PROBLEM DETAILS. Set down each entry from the block beneath, exactly as written.

[Collected data entries]

########

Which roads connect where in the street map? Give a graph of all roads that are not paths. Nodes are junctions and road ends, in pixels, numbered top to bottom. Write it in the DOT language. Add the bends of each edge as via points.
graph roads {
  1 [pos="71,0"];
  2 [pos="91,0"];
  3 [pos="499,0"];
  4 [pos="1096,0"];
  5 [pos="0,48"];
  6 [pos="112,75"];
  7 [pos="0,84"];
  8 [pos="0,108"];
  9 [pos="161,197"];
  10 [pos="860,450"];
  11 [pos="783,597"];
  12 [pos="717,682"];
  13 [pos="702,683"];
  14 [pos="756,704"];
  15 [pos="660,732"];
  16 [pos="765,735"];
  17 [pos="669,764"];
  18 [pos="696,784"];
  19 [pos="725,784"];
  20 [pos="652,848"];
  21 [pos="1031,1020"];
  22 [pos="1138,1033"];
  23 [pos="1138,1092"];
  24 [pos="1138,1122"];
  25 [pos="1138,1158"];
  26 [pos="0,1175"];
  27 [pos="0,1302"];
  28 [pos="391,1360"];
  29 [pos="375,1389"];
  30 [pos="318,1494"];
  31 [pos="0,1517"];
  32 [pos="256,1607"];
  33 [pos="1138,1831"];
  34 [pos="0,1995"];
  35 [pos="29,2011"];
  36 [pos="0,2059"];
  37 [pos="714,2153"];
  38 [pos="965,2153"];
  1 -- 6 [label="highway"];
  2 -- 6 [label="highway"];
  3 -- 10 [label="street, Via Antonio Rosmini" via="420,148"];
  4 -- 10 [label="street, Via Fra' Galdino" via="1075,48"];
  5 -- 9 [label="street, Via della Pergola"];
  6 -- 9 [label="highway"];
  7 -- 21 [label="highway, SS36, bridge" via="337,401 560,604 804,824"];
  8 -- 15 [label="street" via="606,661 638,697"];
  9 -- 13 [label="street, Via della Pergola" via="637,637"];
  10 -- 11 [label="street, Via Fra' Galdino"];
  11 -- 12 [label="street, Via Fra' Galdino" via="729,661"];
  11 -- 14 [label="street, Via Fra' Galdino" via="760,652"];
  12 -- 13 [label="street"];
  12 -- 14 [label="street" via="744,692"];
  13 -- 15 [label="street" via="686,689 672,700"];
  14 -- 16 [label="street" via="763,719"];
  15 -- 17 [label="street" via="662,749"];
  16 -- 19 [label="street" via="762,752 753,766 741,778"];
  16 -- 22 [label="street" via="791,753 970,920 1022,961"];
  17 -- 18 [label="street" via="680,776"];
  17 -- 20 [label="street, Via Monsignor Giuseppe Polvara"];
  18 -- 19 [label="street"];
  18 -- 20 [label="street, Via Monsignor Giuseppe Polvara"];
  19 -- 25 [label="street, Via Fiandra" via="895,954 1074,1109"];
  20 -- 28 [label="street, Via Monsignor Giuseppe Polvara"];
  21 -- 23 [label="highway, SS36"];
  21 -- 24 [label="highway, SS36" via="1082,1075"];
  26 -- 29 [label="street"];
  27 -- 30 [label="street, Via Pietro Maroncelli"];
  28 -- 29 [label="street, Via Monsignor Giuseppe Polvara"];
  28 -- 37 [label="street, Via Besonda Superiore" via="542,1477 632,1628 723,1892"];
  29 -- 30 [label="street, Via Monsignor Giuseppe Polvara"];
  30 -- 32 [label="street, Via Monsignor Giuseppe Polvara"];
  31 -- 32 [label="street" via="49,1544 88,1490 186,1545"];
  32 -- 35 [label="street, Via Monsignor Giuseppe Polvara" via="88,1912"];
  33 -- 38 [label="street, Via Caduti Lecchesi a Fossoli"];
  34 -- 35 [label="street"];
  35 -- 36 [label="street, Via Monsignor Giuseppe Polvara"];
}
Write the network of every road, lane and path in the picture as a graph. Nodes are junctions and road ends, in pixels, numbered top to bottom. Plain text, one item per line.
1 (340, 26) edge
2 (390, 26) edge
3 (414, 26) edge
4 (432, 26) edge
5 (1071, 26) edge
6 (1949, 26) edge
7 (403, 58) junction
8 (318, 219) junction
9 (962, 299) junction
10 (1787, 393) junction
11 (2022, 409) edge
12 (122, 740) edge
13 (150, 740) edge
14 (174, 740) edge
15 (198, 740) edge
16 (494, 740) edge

########

RESPONSE AREA.
Which roads connect where in the street map? Give a graph of all roads that are not paths. Nodes are junctions and road ends, in pixels, numbered top to bottom. Write it in the DOT language. Add the bends of each edge as via points.
graph roads {
  1 [pos="71,0"];
  2 [pos="91,0"];
  3 [pos="499,0"];
  4 [pos="1096,0"];
  5 [pos="0,48"];
  6 [pos="112,75"];
  7 [pos="0,84"];
  8 [pos="0,108"];
  9 [pos="161,197"];
  10 [pos="860,450"];
  11 [pos="783,597"];
  12 [pos="717,682"];
  13 [pos="702,683"];
  14 [pos="756,704"];
  15 [pos="660,732"];
  16 [pos="765,735"];
  17 [pos="669,764"];
  18 [pos="696,784"];
  19 [pos="725,784"];
  20 [pos="652,848"];
  21 [pos="1031,1020"];
  22 [pos="1138,1033"];
  23 [pos="1138,1092"];
  24 [pos="1138,1122"];
  25 [pos="1138,1158"];
  26 [pos="0,1175"];
  27 [pos="0,1302"];
  28 [pos="391,1360"];
  29 [pos="375,1389"];
  30 [pos="318,1494"];
  31 [pos="0,1517"];
  32 [pos="256,1607"];
  33 [pos="1138,1831"];
  34 [pos="0,1995"];
  35 [pos="29,2011"];
  36 [pos="0,2059"];
  37 [pos="714,2153"];
  38 [pos="965,2153"];
  1 -- 6 [label="highway"];
  2 -- 6 [label="highway"];
  3 -- 10 [label="street, Via Antonio Rosmini" via="420,148"];
  4 -- 10 [label="street, Via Fra' Galdino" via="1075,48"];
  5 -- 9 [label="street, Via della Pergola"];
  6 -- 9 [label="highway"];
  7 -- 21 [label="highway, SS36, bridge" via="337,401 560,604 804,824"];
  8 -- 15 [label="street" via="606,661 638,697"];
  9 -- 13 [label="street, Via della Pergola" via="637,637"];
  10 -- 11 [label="street, Via Fra' Galdino"];
  11 -- 12 [label="street, Via Fra' Galdino" via="729,661"];
  11 -- 14 [label="street, Via Fra' Galdino" via="760,652"];
  12 -- 13 [label="street"];
  12 -- 14 [label="street" via="744,692"];
  13 -- 15 [label="street" via="686,689 672,700"];
  14 -- 16 [label="street" via="763,719"];
  15 -- 17 [label="street" via="662,749"];
  16 -- 19 [label="street" via="762,752 753,766 741,778"];
  16 -- 22 [label="street" via="791,753 970,920 1022,961"];
  17 -- 18 [label="street" via="680,776"];
  17 -- 20 [label="street, Via Monsignor Giuseppe Polvara"];
  18 -- 19 [label="street"];
  18 -- 20 [label="street, Via Monsignor Giuseppe Polvara"];
  19 -- 25 [label="street, Via Fiandra" via="895,954 1074,1109"];
  20 -- 28 [label="street, Via Monsignor Giuseppe Polvara"];
  21 -- 23 [label="highway, SS36"];
  21 -- 24 [label="highway, SS36" via="1082,1075"];
  26 -- 29 [label="street"];
  27 -- 30 [label="street, Via Pietro Maroncelli"];
  28 -- 29 [label="street, Via Monsignor Giuseppe Polvara"];
  28 -- 37 [label="street, Via Besonda Superiore" via="542,1477 632,1628 723,1892"];
  29 -- 30 [label="street, Via Monsignor Giuseppe Polvara"];
  30 -- 32 [label="street, Via Monsignor Giuseppe Polvara"];
  31 -- 32 [label="street" via="49,1544 88,1490 186,1545"];
  32 -- 35 [label="street, Via Monsignor Giuseppe Polvara" via="88,1912"];
  33 -- 38 [label="street, Via Caduti Lecchesi a Fossoli"];
  34 -- 35 [label="street"];
  35 -- 36 [label="street, Via Monsignor Giuseppe Polvara"];
}
Write the network of every road, lane and path in the picture as a graph. Nodes are junctions and road ends, in pixels, numbered top to bottom. Plain text, one item per line.
1 (340, 26) edge
2 (390, 26) edge
3 (414, 26) edge
4 (432, 26) edge
5 (1071, 26) edge
6 (1949, 26) edge
7 (403, 58) junction
8 (318, 219) junction
9 (962, 299) junction
10 (1787, 393) junction
11 (2022, 409) edge
12 (122, 740) edge
13 (150, 740) edge
14 (174, 740) edge
15 (198, 740) edge
16 (494, 740) edge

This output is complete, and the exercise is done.